We should first grant that Harvard is not seeking purely academic success because that’s not their mission. But they’re also not asking who “deserves admission.” That’s not the point of a meritocracy.
For better or for worse, Harvard is not a parent to society, dividing up dessert according to who earned it. They cannot control for genetic luck, social luck, and random luck. I think frustrations with race-based college admissions are rooted in this lack of fairness. It’s the realization — a first for many privileged students and families — that the American blueprint was never designed to be fair. In a meritocracy, hard work is rarely enough.
If we are to take seriously the concerns manifested by the 73% of Americans who question race-conscious admissions, we need to situate college admissions within a larger discussion about how to organize society. Something is wrong with a system, meritocratic or otherwise, where we funnel 18-year-old kids into different walks of life largely on the basis of innumerable factors out of their control.
How do we approach this broken system? For a start, we can dramatically reduce the differences in social luck over the first 18 years of children’s lives. We can prioritize closing the gap between public and private education so that less privileged upbringings do not render applicants less deserving of higher education. We can listen to the mounting body of research suggesting the importance of early childcare and make it more accessible and effective. We can support higher education institutions moving away from legacy admissions. We can continue to identify and remedy racial injustices throughout society. People devote their lives to preparing the answers to these questions. They only await political recognition and support from our democracy.
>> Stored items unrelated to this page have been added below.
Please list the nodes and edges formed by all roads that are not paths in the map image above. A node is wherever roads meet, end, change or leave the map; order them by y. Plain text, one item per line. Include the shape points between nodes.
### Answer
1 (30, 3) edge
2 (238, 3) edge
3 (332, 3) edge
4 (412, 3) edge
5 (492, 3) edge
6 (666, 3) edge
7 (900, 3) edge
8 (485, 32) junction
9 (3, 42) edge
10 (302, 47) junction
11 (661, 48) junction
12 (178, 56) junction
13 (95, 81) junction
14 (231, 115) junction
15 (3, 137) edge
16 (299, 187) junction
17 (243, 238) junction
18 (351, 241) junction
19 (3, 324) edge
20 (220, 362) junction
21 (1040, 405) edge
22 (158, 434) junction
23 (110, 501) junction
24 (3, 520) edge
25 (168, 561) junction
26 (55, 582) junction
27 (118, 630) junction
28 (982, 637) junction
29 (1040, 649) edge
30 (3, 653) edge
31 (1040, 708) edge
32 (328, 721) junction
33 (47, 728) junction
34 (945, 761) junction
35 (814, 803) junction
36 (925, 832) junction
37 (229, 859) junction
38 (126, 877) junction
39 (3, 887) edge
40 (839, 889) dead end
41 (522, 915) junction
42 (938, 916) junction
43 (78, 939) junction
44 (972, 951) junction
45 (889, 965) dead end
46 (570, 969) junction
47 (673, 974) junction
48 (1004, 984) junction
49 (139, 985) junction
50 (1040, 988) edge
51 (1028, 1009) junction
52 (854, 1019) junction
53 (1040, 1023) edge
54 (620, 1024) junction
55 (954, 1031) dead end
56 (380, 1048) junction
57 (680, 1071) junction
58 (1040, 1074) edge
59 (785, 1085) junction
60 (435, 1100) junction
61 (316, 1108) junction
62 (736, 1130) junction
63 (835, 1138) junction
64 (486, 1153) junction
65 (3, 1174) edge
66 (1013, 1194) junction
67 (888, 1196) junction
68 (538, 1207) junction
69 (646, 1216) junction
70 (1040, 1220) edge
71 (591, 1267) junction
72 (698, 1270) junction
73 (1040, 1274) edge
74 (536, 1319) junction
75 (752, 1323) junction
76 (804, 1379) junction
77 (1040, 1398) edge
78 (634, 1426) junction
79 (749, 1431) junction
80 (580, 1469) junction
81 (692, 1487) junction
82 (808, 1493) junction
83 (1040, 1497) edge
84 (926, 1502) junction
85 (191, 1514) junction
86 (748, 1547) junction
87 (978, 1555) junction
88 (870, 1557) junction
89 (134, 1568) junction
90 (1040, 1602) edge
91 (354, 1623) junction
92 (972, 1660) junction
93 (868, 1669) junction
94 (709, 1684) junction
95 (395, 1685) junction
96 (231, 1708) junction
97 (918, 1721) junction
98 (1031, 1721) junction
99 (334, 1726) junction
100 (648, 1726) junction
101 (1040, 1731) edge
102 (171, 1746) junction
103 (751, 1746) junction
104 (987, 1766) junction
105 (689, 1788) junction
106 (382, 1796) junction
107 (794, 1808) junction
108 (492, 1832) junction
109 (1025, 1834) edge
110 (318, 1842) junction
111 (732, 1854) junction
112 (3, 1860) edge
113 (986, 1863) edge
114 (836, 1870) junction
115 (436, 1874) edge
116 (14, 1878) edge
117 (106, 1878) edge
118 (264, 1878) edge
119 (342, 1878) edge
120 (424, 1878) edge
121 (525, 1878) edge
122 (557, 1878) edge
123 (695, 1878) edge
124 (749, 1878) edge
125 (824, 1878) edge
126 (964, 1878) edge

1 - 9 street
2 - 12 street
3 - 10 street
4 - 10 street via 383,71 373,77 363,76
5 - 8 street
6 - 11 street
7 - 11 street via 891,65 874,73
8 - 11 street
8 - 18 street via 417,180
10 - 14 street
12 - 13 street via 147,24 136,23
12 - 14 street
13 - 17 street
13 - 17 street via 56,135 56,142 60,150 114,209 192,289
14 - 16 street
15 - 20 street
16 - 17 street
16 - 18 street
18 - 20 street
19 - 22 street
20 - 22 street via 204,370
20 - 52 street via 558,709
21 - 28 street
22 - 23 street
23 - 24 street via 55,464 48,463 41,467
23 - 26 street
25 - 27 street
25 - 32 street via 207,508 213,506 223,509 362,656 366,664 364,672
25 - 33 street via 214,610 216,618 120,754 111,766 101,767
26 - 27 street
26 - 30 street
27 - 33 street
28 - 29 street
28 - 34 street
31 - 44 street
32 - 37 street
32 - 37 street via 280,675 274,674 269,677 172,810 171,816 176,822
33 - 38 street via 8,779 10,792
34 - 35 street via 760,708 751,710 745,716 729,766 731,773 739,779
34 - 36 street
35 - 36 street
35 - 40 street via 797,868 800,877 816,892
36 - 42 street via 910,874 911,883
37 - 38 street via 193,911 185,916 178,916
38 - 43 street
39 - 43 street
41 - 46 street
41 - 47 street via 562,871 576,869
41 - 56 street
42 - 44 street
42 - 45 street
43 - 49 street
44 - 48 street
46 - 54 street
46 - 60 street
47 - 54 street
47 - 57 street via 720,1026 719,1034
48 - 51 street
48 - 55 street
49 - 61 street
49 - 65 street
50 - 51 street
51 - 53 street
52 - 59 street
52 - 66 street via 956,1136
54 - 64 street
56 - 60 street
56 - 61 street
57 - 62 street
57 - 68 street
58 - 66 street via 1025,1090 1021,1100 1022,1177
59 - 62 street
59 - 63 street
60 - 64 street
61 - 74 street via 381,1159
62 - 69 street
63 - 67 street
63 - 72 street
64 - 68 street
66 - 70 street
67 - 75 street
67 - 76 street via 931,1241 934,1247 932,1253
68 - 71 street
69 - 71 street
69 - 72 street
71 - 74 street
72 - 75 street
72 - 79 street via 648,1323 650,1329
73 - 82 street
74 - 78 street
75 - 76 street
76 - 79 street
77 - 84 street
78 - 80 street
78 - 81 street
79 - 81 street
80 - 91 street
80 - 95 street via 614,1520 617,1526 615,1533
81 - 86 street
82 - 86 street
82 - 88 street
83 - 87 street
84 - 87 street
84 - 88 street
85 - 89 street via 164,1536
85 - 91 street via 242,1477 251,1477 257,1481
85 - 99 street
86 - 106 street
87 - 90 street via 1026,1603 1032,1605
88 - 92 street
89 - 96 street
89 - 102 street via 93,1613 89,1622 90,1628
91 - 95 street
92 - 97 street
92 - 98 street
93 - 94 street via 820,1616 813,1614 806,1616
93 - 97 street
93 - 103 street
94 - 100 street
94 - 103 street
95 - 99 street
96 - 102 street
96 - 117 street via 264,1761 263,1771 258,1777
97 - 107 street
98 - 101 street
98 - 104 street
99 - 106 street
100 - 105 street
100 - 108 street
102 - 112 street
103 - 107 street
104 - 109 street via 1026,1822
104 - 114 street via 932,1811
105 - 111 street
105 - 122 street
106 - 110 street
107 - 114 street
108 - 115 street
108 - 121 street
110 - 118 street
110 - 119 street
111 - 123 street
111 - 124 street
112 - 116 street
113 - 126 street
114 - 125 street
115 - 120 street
We also need to remove colleges from their current role as gatekeepers of economic mobility. For one, this isn’t even efficient. Many jobs don’t require a liberal arts education. Bolstering the prevalence of vocational schools and other career-preparatory programs would direct traffic to the job market in a way that more efficiently selects and prepares people for their future roles. Alongside better policies on income inequality, it would also go a long way towards restoring fairness in our system. People would feel like they could find some career calling that both highlights their strengths and provides them with a decent standard of living — so that, no matter their natural-born abilities, they would have ample opportunities to make the most, or least, of those circumstances as they could. The mania of college admissions would also dissolve.
Third and finally, we need to address our rapidly growing income and wealth inequality. College admissions feel so high stakes because the differences between poor, middle class, rich, super-rich, and super-super-rich have never been larger. Is it sensible to want the cleverest financial managers working at the biggest banks, regardless of how much luck went into their ability? Sure. It’s not sensible, however, to let them earn 50 times the average American. Nobody is worth that much.
The word “meritocracy” was originally used to describe a dystopian society based on the ideals of rewarding intelligence and ability, where power and privilege end up concentrated in the hands of a meritorious elite. It’s time Americans stop trying to purify such a toxic system and refocus our energies on innovating ways to restore fairness and justice to our social contract.